Exercise material section start
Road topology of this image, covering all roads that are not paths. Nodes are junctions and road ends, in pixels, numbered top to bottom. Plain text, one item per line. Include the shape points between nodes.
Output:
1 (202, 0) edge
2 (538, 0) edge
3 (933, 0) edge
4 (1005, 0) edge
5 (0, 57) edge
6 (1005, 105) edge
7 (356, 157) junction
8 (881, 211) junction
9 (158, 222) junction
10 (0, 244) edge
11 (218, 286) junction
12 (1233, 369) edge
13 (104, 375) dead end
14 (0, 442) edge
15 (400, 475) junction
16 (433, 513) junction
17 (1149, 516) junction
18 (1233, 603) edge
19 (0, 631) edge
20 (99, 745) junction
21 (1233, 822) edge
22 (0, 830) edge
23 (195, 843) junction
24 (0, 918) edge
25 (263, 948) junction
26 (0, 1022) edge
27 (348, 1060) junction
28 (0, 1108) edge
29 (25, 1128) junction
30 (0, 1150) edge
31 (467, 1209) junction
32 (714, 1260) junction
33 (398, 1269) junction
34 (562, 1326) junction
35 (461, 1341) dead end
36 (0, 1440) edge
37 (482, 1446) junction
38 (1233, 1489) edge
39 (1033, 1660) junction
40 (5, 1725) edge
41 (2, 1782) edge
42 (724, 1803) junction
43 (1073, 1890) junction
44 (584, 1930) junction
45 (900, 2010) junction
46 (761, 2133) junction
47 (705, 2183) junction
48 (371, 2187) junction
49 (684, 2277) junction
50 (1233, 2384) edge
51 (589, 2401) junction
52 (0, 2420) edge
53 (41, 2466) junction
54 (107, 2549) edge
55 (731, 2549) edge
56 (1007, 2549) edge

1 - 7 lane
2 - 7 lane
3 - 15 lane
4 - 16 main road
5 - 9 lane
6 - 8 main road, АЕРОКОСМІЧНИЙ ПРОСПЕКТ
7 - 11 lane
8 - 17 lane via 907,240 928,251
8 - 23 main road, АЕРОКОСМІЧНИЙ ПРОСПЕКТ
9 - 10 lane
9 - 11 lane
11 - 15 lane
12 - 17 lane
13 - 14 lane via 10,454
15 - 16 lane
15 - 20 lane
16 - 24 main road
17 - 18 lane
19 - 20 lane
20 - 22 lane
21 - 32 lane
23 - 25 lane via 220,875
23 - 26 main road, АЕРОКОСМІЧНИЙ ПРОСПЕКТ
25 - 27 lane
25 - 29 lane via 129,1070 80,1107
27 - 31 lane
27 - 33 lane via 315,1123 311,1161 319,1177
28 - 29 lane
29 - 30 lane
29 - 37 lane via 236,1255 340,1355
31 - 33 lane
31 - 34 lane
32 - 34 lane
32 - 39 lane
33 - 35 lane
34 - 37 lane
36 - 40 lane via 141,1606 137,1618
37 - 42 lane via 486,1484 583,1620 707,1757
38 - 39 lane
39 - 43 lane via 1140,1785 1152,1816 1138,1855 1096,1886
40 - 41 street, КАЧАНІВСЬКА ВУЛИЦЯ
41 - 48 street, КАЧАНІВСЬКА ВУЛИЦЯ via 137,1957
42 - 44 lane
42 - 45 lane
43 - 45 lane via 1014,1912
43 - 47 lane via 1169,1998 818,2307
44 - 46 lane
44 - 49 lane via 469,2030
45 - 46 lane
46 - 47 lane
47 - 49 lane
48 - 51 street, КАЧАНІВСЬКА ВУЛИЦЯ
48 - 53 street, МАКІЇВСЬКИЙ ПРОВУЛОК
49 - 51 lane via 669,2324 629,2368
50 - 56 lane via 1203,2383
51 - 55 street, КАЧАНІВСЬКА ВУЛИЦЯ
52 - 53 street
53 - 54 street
Exercise material section end
#### About this task:
The answer must be a single number: how many lines in the data above contain the string "КАЧАНІВСЬКА".

#### Your response:
4